The cover quotes for Keepers of the Peace cite Heinlein and Haldeman as obvious precursors. In novels like Starship Troopers (1959) and The Forever War (1974) these two authors did indeed tell the tale of futuristic war from the worm's-eye view of the common soldier, showing how the brutalities of active military life can turn a normal, sensitive human being into something quite other. Yes, but ... In Keepers of the Peace there's nothing of the triumphalism of Starship Troopers or of the omnipresent large-scale-combat blood and guts and Vietnam allegory of The Forever War; Brooke keeps his focus far tighter, far more intimate than that, holding scenes of actual fighting to a minimum and tending to depict them with the same flat, sparse starkness that characterizes Jed's own thinking about them. A better comparison, in terms of the feel of the novel, might be with the opening chapter (based on a short story) of David Langford's 1982 novel The Space Eater. Jed's entirely cyborged father at one point spells out this destruction of the personality in the grinding machines of military exigency:

My son is dead. I guess he started to die back in March when they sent his draft notice, but now it's all over. There's a new person in that body of his.

And:

When Jed was called up, Toni was worried about what they would do to his body. I guess she doesn't want him ending up like me. But she was focused on the wrong thing: it's what they do to your mind that matters.

The military is like one big computing system. The generals do the programming, and there's one awful lot of equipment to be coordinated.

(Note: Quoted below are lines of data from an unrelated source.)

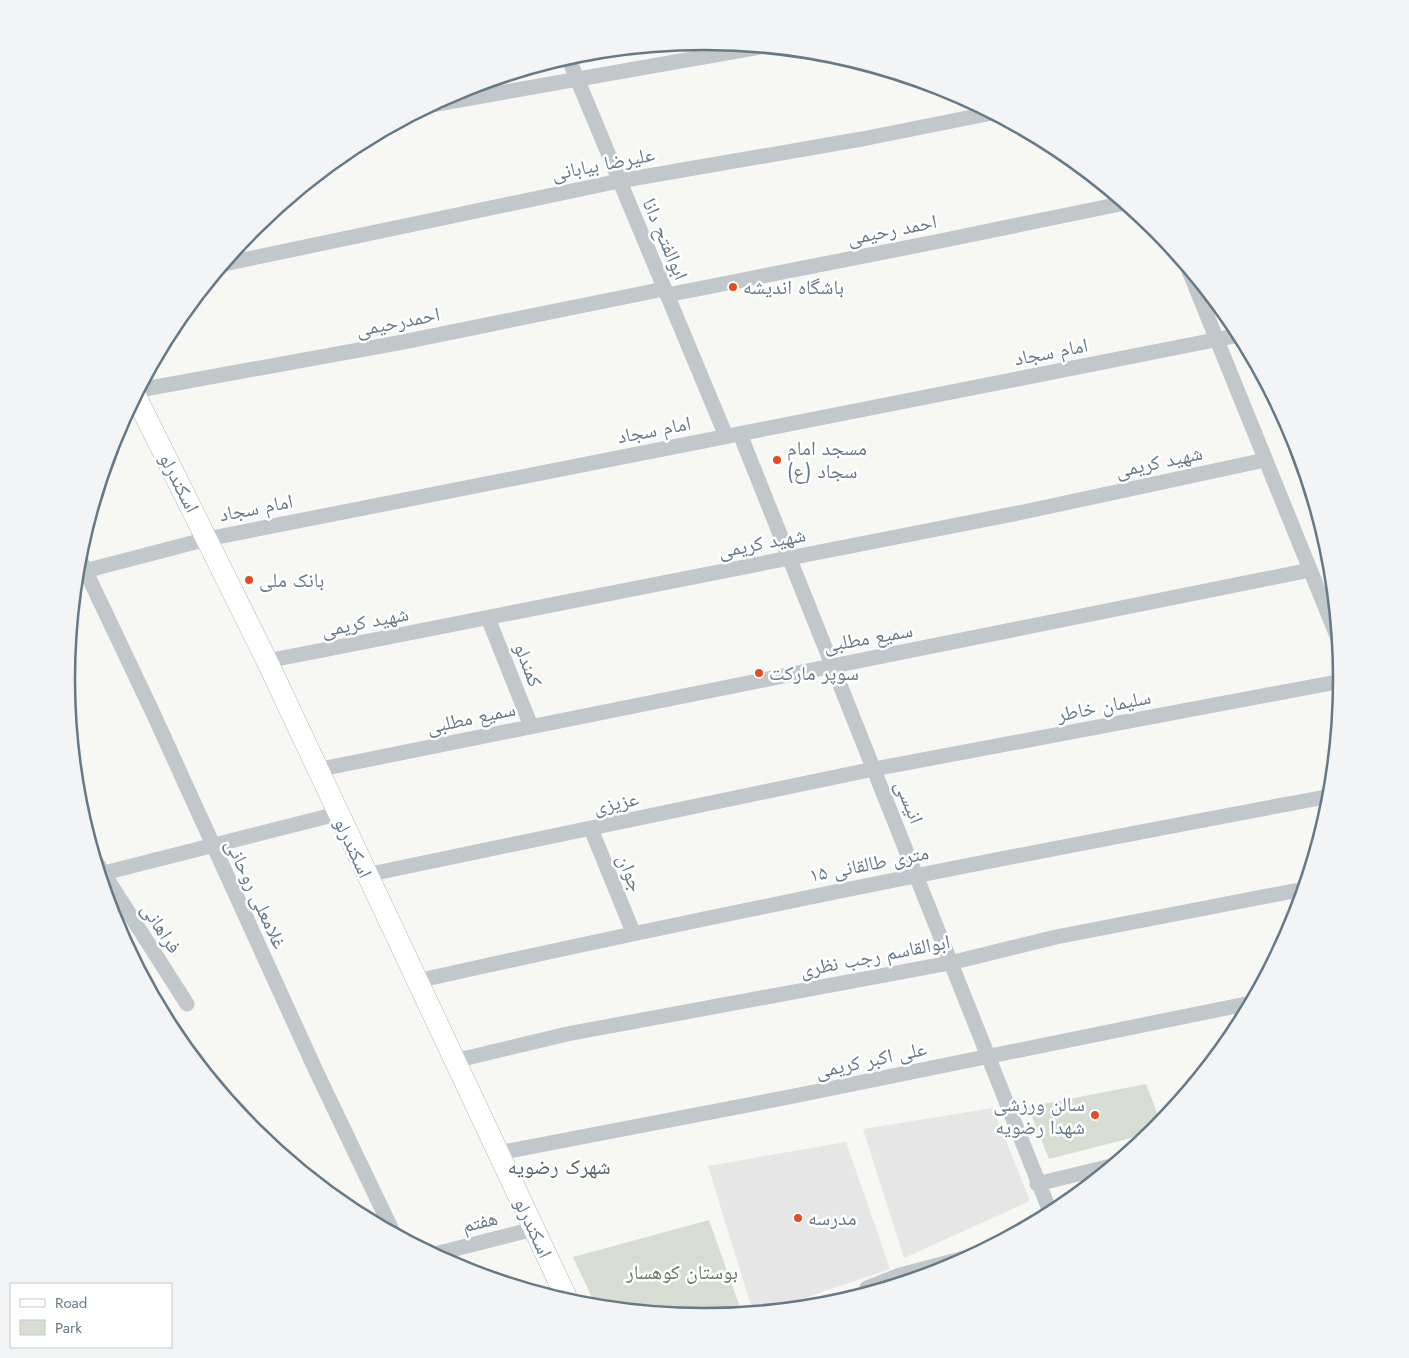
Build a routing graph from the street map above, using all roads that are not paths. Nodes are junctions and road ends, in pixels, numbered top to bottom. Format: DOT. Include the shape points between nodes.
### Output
graph roads {
  1 [pos="739,51"];
  2 [pos="571,64"];
  3 [pos="578,80"];
  4 [pos="459,100"];
  5 [pos="983,115"];
  6 [pos="619,181"];
  7 [pos="1117,205"];
  8 [pos="234,262"];
  9 [pos="1194,285"];
  10 [pos="666,292"];
  11 [pos="1231,336"];
  12 [pos="1216,339"];
  13 [pos="147,389"];
  14 [pos="139,403"];
  15 [pos="733,435"];
  16 [pos="1265,460"];
  17 [pos="207,539"];
  18 [pos="790,558"];
  19 [pos="86,566"];
  20 [pos="1310,570"];
  21 [pos="85,576"];
  22 [pos="488,618"];
  23 [pos="1331,623"];
  24 [pos="267,662"];
  25 [pos="832,665"];
  26 [pos="1334,683"];
  27 [pos="531,726"];
  28 [pos="874,769"];
  29 [pos="316,770"];
  30 [pos="1322,798"];
  31 [pos="337,814"];
  32 [pos="591,829"];
  33 [pos="212,846"];
  34 [pos="105,869"];
  35 [pos="366,875"];
  36 [pos="916,876"];
  37 [pos="111,887"];
  38 [pos="1297,890"];
  39 [pos="633,932"];
  40 [pos="950,963"];
  41 [pos="417,981"];
  42 [pos="187,1004"];
  43 [pos="1242,1005"];
  44 [pos="987,1057"];
  45 [pos="454,1061"];
  46 [pos="498,1153"];
  47 [pos="1098,1169"];
  48 [pos="1037,1184"];
  49 [pos="1047,1206"];
  50 [pos="389,1223"];
  51 [pos="534,1229"];
  52 [pos="445,1251"];
  53 [pos="921,1269"];
  54 [pos="878,1284"];
  55 [pos="564,1292"];
  1 -- 3 [label="street"];
  2 -- 3 [label="street, ابوالفتح دانا"];
  3 -- 4 [label="street"];
  3 -- 6 [label="street, ابوالفتح دانا"];
  5 -- 6 [label="street, علیرضا بیابانی"];
  6 -- 8 [label="street, علیرضا بیابانی"];
  6 -- 10 [label="street, ابوالفتح دانا"];
  7 -- 10 [label="street, احمد رحیمی"];
  9 -- 12 [label="street"];
  10 -- 13 [label="street, احمدرحیمی"];
  10 -- 15 [label="street, ابوالفتح دانا"];
  11 -- 12 [label="street, امام سجاد"];
  12 -- 15 [label="street, امام سجاد"];
  12 -- 16 [label="street"];
  14 -- 17 [label="main road, اسکندرلو"];
  15 -- 17 [label="street, امام سجاد"];
  15 -- 18 [label="street, انیسی"];
  16 -- 18 [label="street, شهید کریمی"];
  16 -- 20 [label="street"];
  17 -- 19 [label="street, امام سجاد"];
  17 -- 24 [label="main road, اسکندرلو"];
  18 -- 22 [label="street, شهید کریمی"];
  18 -- 25 [label="street, انیسی"];
  20 -- 23 [label="street"];
  20 -- 25 [label="street, سمیع مطلبی" via="976,639"];
  21 -- 33 [label="street, غلامعلی روحانی" via="153,713"];
  22 -- 24 [label="street, شهید کریمی"];
  22 -- 27 [label="street, کمندلو"];
  24 -- 29 [label="main road, اسکندرلو"];
  25 -- 27 [label="street, سمیع مطلبی"];
  25 -- 28 [label="street, انیسی"];
  26 -- 28 [label="street, سلیمان خاطر"];
  27 -- 29 [label="street, سمیع مطلبی"];
  28 -- 32 [label="street, عزیزی"];
  28 -- 36 [label="street, انیسی"];
  29 -- 31 [label="main road, اسکندرلو"];
  30 -- 36 [label="street, ۱۵ متری طالقانی"];
  31 -- 33 [label="street"];
  31 -- 35 [label="main road, اسکندرلو"];
  32 -- 35 [label="street, عزیزی"];
  32 -- 39 [label="street, جوان"];
  33 -- 34 [label="street"];
  33 -- 50 [label="street, غلامعلی روحانی"];
  35 -- 41 [label="main road, اسکندرلو"];
  36 -- 39 [label="street, ۱۵ متری طالقانی"];
  36 -- 40 [label="street, انیسی"];
  37 -- 42 [label="street, فراهانی"];
  38 -- 40 [label="street, ابوالقاسم رجب نظری" via="1056,937"];
  39 -- 41 [label="street, ۱۵ متری طالقانی"];
  40 -- 44 [label="street, انیسی"];
  40 -- 45 [label="street, ابوالقاسم رجب نظری" via="567,1034"];
  41 -- 45 [label="main road, اسکندرلو"];
  43 -- 44 [label="street, علی اکبر کریمی"];
  44 -- 46 [label="street, علی اکبر کریمی"];
  44 -- 48 [label="street, انیسی"];
  45 -- 46 [label="main road, اسکندرلو"];
  46 -- 51 [label="main road, اسکندرلو"];
  47 -- 48 [label="street"];
  48 -- 49 [label="street, انیسی"];
  51 -- 52 [label="street, هفتم"];
  51 -- 55 [label="main road, اسکندرلو"];
  53 -- 54 [label="street"];
}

The soldier is the place where hardware and software come together and do their work.

In this view, the individual soldier cannot be a human being: in order for everything to function properly, she or he, whether regarded as stalwart hero or murderous war criminal, must be reduced to the status of not even a silicon chip but of one of its electronic switches. It's a grimly powerful metaphor, and one that is, even more grimly, hard to challenge on its own terms.

As noted, there's no Vietnam allegory here. In this book's scenario it's rather as if, instead, the triumphant Vietcong had rather rapidly transformed themselves into the US Army. While preaching freedom and democracy – and while doubtless practising exactly those ideals outside the confines of this story – the colonies are in reality, in an echo of US foreign policy, propping up a seedy dictatorship against what appears on the scant evidence presented to be a reasonably liberal democracy, the fundamental spur being, despite the idealistic demagoguery, plain self-interest. Although we can hope it will not, we can anticipate that what is in 2084 merely the making of unpleasant friends will develop into a tyranny of economic dominance, reinforced as necessary by military means, by the colonies over the Earth.

Despite all the drama of its events and the sternness of its political message, this is an oddly quiet book – something that Brooke effects through a studious restraint of writing style. Those who seek the measured provocation of thought when considering our military future – and indeed our military present – can be heartily recommended to read Keepers of the Peace. Those who seek out militaristic sf for the thrills, the gore, the glory and the melodrama should be prescribed this novel as therapy.